» EXERCISE DIRECTIONS
The data follows this line. Copy verbatim the line with "Which roads connect where in the map?" and each line after it to the end.

Stored data entries:
■ ■ ■ ■ ■

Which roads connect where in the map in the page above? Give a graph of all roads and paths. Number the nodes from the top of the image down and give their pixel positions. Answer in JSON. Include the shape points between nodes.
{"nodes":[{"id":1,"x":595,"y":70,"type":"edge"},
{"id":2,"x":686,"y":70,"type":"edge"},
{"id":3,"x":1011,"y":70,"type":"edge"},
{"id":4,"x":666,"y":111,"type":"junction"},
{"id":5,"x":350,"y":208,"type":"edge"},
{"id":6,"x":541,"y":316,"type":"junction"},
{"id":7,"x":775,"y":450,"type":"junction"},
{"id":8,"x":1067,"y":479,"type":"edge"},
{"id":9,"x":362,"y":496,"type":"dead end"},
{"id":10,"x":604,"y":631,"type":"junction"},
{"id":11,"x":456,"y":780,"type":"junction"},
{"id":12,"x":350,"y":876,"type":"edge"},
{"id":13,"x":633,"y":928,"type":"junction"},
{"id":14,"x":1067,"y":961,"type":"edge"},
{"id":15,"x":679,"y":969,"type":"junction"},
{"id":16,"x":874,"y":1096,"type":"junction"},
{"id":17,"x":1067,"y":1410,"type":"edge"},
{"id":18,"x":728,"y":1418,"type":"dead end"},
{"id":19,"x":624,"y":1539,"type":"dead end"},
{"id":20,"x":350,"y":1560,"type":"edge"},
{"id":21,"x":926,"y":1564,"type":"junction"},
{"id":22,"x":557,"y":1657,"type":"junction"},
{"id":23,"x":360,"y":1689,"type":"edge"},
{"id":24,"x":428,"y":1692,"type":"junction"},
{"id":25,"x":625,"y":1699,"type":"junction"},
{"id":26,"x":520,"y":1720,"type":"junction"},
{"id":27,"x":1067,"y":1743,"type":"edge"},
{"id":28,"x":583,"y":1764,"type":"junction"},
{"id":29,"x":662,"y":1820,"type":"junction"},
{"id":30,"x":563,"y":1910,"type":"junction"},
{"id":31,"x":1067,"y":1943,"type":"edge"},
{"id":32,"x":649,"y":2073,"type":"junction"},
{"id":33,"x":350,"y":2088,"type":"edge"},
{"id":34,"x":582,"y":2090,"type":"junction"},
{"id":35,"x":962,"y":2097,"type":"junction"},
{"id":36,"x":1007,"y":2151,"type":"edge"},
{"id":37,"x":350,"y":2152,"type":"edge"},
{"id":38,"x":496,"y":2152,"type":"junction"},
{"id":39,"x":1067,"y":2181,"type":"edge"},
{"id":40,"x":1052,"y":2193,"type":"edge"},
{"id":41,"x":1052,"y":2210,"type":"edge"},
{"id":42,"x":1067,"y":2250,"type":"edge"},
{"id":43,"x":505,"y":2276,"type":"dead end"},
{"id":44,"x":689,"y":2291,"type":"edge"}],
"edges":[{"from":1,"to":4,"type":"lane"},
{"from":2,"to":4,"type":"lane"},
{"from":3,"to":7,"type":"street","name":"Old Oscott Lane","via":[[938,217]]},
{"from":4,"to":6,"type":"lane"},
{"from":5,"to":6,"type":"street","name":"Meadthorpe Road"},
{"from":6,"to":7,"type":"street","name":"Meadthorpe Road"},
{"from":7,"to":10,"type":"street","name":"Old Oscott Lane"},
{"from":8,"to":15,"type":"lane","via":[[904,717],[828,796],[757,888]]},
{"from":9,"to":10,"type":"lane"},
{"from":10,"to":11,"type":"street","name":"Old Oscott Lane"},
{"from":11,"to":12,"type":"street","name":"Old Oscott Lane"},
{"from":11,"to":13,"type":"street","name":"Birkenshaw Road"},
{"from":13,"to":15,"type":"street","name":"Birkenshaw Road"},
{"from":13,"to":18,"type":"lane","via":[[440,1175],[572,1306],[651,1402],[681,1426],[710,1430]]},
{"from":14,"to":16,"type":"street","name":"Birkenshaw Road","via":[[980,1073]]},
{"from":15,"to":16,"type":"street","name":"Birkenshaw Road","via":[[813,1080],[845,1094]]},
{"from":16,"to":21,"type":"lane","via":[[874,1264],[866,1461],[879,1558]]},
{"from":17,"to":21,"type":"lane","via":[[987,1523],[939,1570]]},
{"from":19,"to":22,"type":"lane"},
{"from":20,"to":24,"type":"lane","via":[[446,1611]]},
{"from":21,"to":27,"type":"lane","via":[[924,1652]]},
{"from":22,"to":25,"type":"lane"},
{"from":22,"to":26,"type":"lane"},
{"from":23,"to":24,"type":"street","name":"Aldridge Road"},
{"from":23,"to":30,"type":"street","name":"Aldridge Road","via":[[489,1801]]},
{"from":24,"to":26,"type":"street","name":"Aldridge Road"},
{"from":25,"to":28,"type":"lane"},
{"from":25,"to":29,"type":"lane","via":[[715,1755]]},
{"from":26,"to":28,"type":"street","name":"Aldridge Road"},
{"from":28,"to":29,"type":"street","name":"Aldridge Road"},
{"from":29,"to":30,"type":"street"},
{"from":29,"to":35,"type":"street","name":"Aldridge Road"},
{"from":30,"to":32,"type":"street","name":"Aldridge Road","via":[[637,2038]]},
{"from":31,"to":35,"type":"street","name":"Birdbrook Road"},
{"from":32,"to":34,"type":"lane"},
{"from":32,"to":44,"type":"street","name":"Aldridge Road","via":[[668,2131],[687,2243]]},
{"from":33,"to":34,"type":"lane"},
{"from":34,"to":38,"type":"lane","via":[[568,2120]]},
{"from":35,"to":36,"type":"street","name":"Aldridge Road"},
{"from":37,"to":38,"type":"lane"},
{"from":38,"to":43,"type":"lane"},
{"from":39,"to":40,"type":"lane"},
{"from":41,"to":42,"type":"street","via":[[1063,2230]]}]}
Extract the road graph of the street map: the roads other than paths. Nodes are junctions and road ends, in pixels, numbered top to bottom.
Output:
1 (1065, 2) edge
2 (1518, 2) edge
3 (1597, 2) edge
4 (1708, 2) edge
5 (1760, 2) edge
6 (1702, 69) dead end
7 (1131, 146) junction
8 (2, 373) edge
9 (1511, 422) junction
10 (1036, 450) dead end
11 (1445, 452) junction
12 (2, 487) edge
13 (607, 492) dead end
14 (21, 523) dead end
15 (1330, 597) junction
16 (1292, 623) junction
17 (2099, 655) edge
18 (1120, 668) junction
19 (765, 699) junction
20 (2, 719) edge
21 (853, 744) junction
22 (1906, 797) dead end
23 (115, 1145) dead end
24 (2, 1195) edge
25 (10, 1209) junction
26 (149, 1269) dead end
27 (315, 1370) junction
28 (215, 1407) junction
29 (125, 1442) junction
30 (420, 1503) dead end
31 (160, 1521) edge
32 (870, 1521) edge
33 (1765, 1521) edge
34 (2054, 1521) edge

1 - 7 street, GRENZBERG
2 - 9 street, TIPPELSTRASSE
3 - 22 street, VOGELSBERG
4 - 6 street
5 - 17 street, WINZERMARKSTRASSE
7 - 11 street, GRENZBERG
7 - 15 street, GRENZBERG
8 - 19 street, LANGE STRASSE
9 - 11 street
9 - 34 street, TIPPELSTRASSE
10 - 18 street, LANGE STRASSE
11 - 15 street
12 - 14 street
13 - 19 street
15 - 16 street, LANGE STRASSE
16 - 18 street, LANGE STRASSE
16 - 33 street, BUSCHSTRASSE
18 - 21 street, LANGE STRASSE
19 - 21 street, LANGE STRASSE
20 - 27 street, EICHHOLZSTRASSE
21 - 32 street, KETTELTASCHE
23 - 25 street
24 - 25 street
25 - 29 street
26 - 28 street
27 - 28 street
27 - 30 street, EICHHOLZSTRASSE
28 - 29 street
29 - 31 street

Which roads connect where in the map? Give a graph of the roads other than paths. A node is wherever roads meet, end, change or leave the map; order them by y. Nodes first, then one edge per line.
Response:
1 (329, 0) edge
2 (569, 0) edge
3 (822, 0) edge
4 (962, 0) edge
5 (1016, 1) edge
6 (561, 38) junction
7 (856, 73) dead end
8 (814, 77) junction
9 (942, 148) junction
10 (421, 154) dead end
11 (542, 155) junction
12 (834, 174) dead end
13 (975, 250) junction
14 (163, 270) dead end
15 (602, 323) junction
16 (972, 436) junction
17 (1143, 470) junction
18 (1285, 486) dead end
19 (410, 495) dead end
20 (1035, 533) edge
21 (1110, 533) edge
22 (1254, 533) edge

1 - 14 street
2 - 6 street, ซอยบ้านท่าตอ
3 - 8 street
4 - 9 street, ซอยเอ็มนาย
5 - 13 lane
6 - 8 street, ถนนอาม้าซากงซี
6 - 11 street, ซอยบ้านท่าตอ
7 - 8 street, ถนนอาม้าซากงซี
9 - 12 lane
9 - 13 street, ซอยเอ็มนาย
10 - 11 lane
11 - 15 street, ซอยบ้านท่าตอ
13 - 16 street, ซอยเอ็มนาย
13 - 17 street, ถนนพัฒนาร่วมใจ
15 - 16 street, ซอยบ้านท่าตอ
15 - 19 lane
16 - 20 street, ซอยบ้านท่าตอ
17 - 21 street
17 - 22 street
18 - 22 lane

■ ■ ■ ■ ■

» TASK OUTPUT
Which roads connect where in the map? Give a graph of the roads other than paths. A node is wherever roads meet, end, change or leave the map; order them by y. Nodes first, then one edge per line.
Response:
1 (329, 0) edge
2 (569, 0) edge
3 (822, 0) edge
4 (962, 0) edge
5 (1016, 1) edge
6 (561, 38) junction
7 (856, 73) dead end
8 (814, 77) junction
9 (942, 148) junction
10 (421, 154) dead end
11 (542, 155) junction
12 (834, 174) dead end
13 (975, 250) junction
14 (163, 270) dead end
15 (602, 323) junction
16 (972, 436) junction
17 (1143, 470) junction
18 (1285, 486) dead end
19 (410, 495) dead end
20 (1035, 533) edge
21 (1110, 533) edge
22 (1254, 533) edge

1 - 14 street
2 - 6 street, ซอยบ้านท่าตอ
3 - 8 street
4 - 9 street, ซอยเอ็มนาย
5 - 13 lane
6 - 8 street, ถนนอาม้าซากงซี
6 - 11 street, ซอยบ้านท่าตอ
7 - 8 street, ถนนอาม้าซากงซี
9 - 12 lane
9 - 13 street, ซอยเอ็มนาย
10 - 11 lane
11 - 15 street, ซอยบ้านท่าตอ
13 - 16 street, ซอยเอ็มนาย
13 - 17 street, ถนนพัฒนาร่วมใจ
15 - 16 street, ซอยบ้านท่าตอ
15 - 19 lane
16 - 20 street, ซอยบ้านท่าตอ
17 - 21 street
17 - 22 street
18 - 22 lane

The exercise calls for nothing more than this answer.